Your objective
Write out the data below in full. Keep it exact.

[Dataset entries]
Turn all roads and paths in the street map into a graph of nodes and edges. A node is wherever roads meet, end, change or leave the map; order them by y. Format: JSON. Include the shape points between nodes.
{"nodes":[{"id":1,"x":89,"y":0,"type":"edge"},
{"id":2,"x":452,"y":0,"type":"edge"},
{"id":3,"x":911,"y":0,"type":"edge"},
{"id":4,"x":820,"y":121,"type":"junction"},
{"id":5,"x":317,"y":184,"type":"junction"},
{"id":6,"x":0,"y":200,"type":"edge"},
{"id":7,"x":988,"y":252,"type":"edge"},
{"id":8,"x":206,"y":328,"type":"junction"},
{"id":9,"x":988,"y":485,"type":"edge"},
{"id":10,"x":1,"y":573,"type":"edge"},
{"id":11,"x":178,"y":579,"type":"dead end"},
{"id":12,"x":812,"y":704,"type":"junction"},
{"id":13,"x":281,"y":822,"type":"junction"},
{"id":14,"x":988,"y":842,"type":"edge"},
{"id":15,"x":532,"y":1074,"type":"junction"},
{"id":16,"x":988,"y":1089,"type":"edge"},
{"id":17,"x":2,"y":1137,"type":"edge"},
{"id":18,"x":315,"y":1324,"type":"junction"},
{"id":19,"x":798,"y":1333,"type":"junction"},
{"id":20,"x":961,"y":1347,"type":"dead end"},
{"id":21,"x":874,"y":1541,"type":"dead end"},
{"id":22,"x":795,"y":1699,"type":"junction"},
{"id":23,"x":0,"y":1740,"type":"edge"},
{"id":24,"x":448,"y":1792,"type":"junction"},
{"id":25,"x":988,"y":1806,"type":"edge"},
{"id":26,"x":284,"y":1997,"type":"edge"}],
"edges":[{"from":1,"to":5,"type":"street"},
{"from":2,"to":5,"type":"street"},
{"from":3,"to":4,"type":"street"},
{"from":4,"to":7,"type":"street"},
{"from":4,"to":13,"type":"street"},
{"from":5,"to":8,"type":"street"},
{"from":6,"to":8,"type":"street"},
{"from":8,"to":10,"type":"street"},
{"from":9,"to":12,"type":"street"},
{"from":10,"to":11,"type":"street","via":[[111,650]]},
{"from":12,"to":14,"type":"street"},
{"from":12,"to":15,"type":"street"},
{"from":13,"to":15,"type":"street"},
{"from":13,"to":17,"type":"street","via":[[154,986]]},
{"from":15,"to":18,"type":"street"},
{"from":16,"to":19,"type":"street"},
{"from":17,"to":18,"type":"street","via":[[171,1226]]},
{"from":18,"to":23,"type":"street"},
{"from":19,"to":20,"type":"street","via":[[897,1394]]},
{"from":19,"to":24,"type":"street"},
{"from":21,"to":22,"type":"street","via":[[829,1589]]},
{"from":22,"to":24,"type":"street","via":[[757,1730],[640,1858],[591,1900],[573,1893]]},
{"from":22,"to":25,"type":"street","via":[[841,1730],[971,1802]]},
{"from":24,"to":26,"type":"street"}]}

Solution to the problem
Turn all roads and paths in the street map into a graph of nodes and edges. A node is wherever roads meet, end, change or leave the map; order them by y. Format: JSON. Include the shape points between nodes.
{"nodes":[{"id":1,"x":89,"y":0,"type":"edge"},
{"id":2,"x":452,"y":0,"type":"edge"},
{"id":3,"x":911,"y":0,"type":"edge"},
{"id":4,"x":820,"y":121,"type":"junction"},
{"id":5,"x":317,"y":184,"type":"junction"},
{"id":6,"x":0,"y":200,"type":"edge"},
{"id":7,"x":988,"y":252,"type":"edge"},
{"id":8,"x":206,"y":328,"type":"junction"},
{"id":9,"x":988,"y":485,"type":"edge"},
{"id":10,"x":1,"y":573,"type":"edge"},
{"id":11,"x":178,"y":579,"type":"dead end"},
{"id":12,"x":812,"y":704,"type":"junction"},
{"id":13,"x":281,"y":822,"type":"junction"},
{"id":14,"x":988,"y":842,"type":"edge"},
{"id":15,"x":532,"y":1074,"type":"junction"},
{"id":16,"x":988,"y":1089,"type":"edge"},
{"id":17,"x":2,"y":1137,"type":"edge"},
{"id":18,"x":315,"y":1324,"type":"junction"},
{"id":19,"x":798,"y":1333,"type":"junction"},
{"id":20,"x":961,"y":1347,"type":"dead end"},
{"id":21,"x":874,"y":1541,"type":"dead end"},
{"id":22,"x":795,"y":1699,"type":"junction"},
{"id":23,"x":0,"y":1740,"type":"edge"},
{"id":24,"x":448,"y":1792,"type":"junction"},
{"id":25,"x":988,"y":1806,"type":"edge"},
{"id":26,"x":284,"y":1997,"type":"edge"}],
"edges":[{"from":1,"to":5,"type":"street"},
{"from":2,"to":5,"type":"street"},
{"from":3,"to":4,"type":"street"},
{"from":4,"to":7,"type":"street"},
{"from":4,"to":13,"type":"street"},
{"from":5,"to":8,"type":"street"},
{"from":6,"to":8,"type":"street"},
{"from":8,"to":10,"type":"street"},
{"from":9,"to":12,"type":"street"},
{"from":10,"to":11,"type":"street","via":[[111,650]]},
{"from":12,"to":14,"type":"street"},
{"from":12,"to":15,"type":"street"},
{"from":13,"to":15,"type":"street"},
{"from":13,"to":17,"type":"street","via":[[154,986]]},
{"from":15,"to":18,"type":"street"},
{"from":16,"to":19,"type":"street"},
{"from":17,"to":18,"type":"street","via":[[171,1226]]},
{"from":18,"to":23,"type":"street"},
{"from":19,"to":20,"type":"street","via":[[897,1394]]},
{"from":19,"to":24,"type":"street"},
{"from":21,"to":22,"type":"street","via":[[829,1589]]},
{"from":22,"to":24,"type":"street","via":[[757,1730],[640,1858],[591,1900],[573,1893]]},
{"from":22,"to":25,"type":"street","via":[[841,1730],[971,1802]]},
{"from":24,"to":26,"type":"street"}]}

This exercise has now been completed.